Summary: Part 4 of our Being the Church series, this one focuses on hypocritical living.
Being the Church
Part 4: A Deadly Game
Scripture: Acts 4:36-5:11
“[Hypocrisy is] the desire to look better than you are; the hiding of things you do, because you would not be supposed to do them, because you would be ashamed to have them known where you are known. The doing of them is foul; the hiding of them, in order to appear better than you are, is fouler still.”
The early church was just finding her way in the world. God added new believers into the fold everyday. There was even a man named Barnabas who sold some property he owned and gave it all to the work of God in the early church. Things were going great. Then look at the 1st word in chapter 5. “BUT.” The word “but” always marks a decisive change in the story. And what we see in chapter five is the contrast between the generosity of Barnabas and the selfishness of a man and his wife.
-Really, what we see the is the first example of hypocrisy in the life of the Church. And we see how seriously God takes it.
-Now, before we get into the biblical account, allow me to clear something up. “Hypocrisy” does not simply equate to, “someone who has failed.” A lot of Christians live paralyzed by the fear that if they sin, if they fail God, they have become a hypocrite.
-But that’s not what hypocrisy is. All have sinned and fall short of God’s glorious standard. And even after we have accepted Christ as the new ruler of our lives, there is still our old, fallen nature that will war with us. And sometimes, it may even get the best of us. But through the power of God’s Holy Spirit, we can live holy lives with pure hearts. That does not mean we will never sin again, but it does mean that the intentions of our heart can always be motivated by Jesus.
-But sometimes people deliberately don’t let Jesus rule their lives and still claim Him. Sometimes people don’t submit to His Spirit’s control and pretend that they have. And this is where we see the deadly game of hypocrisy play out.
Illustration: Hypocrisy is like the 12-year-old boy who was waiting for his first orthodontist appointment and was a bit nervous. Apparently he wanted to impress the dentist. On the patient questionnaire, in the space marked “Hobbies,” he had written, “Swimming, riding my bike, and flossing.” That’s a humorous example of how we’re all prone to hypocrisy.
-"Hypocrite" comes from a word which means "to act a part as on a stage." The hypocrite is a play actor.

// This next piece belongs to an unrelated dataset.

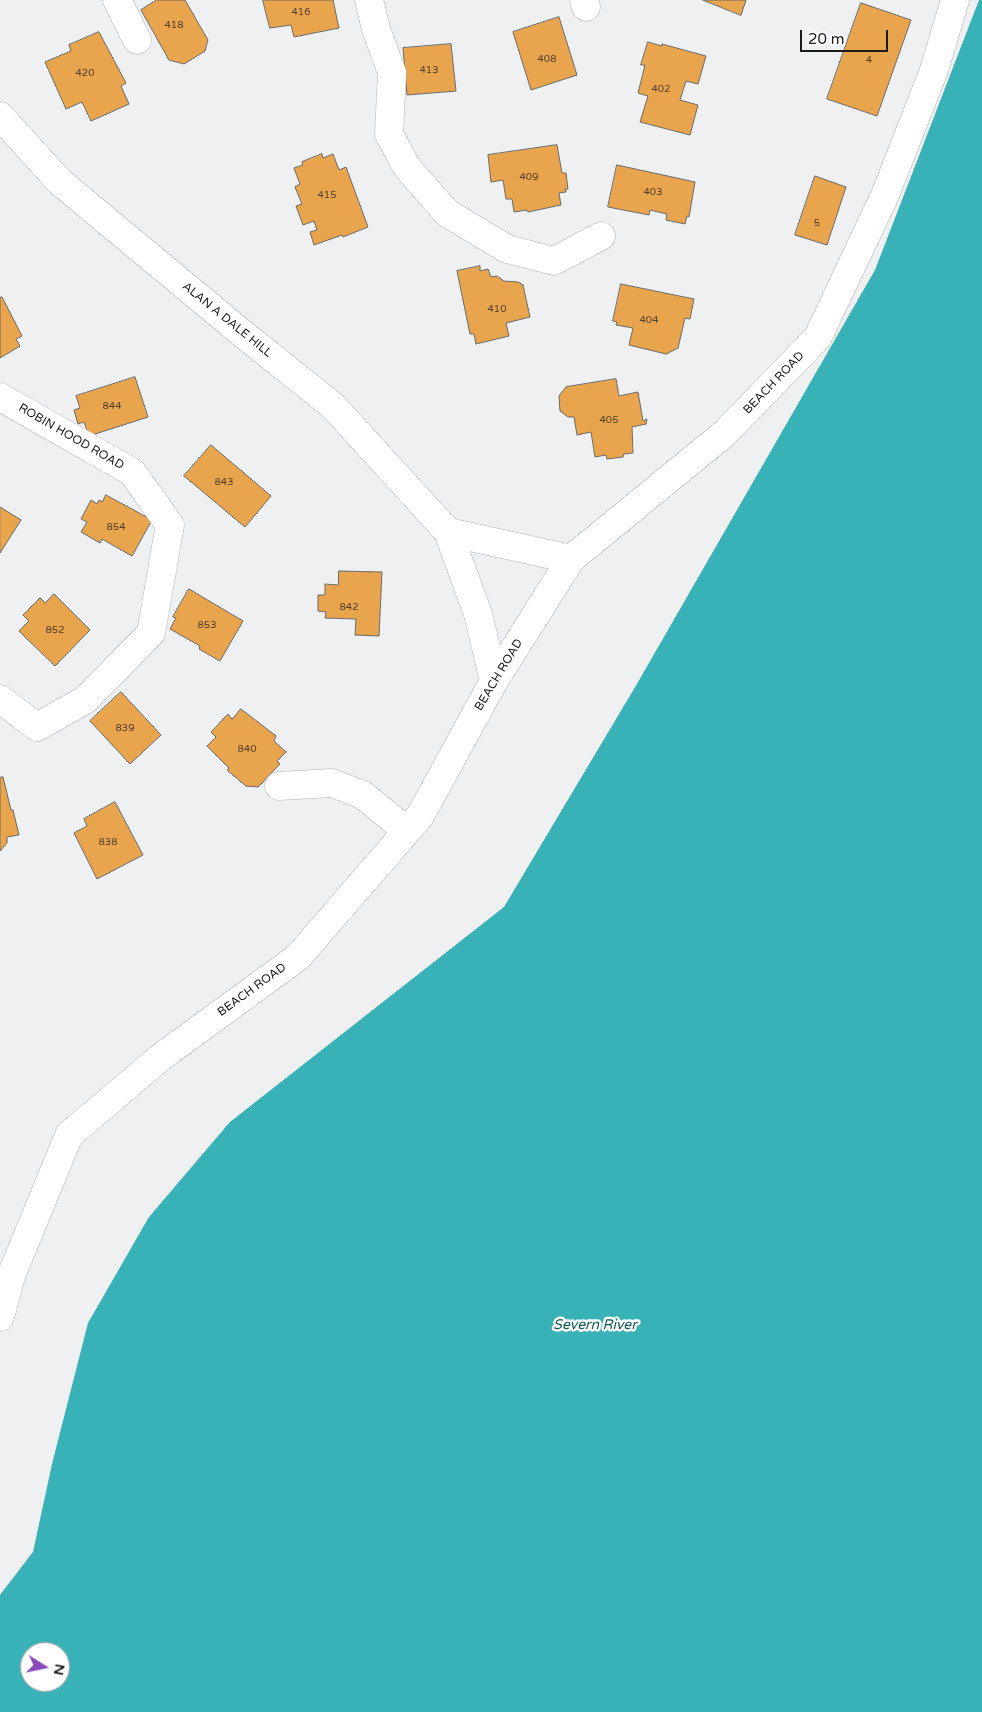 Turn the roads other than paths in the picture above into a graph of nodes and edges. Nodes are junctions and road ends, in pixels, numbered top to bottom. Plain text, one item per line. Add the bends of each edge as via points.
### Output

Hypocrisy is deliberate deception, trying to make
people think we are more spiritual than we really are.
-Hypocrisy is the hiding of the things you do, not
because you were not supposed to do them, but because you would be ashamed to have them known where you are known. Now the doing of them is foul, but the hiding of them, in order to appear better than you are, is fouler still.
-And we are all susceptible to it.
-LET’S READ TOGETHER. (READ ACTS 4:36-5:11)
-We need to be clear on the exact nature of the sin of Ananias and Sapphira. Their sin was not that they had sold their property and had given only a part to the church. In fact, Peter makes plain (5:4) that it would not have been a sin for them to have sold their property and not given anything to the church. Their sin was that was that they conspired together to deceive the apostles and the church into thinking that they were giving the entire amount, when in fact they kept back a portion for themselves. In other words, they were trying to impress everyone with a higher level of spirituality and commitment than they really had.
-Have you ever done that? We’ve all been guilty of trying to impress others with our commitment and devotion to Christ, even though we know in our heart that we are exaggerating.
Illustration: A pastor had been preaching on the importance of daily Bible reading. He and his wife were invited over to a parishioner’s home for dinner. His wife saw a note on the kitchen calendar: “Pastor/Mrs. for dinner—Dust all Bibles.”
-Why did God dealt with Ananias and Sapphira so severely when He does not do so with the hypocrites in the church today? Probably, it was because the church was in its infancy, and He needed to set before us a sober lesson of the seriousness of this sin among God’s people.
-He wanted us to know that the church should live in the holy fear of God and especially should be on guard against this serious sin, hypocrisy. It was one of those occasions when God makes an example out of a case in order to fully reveal what He thinks of a matter.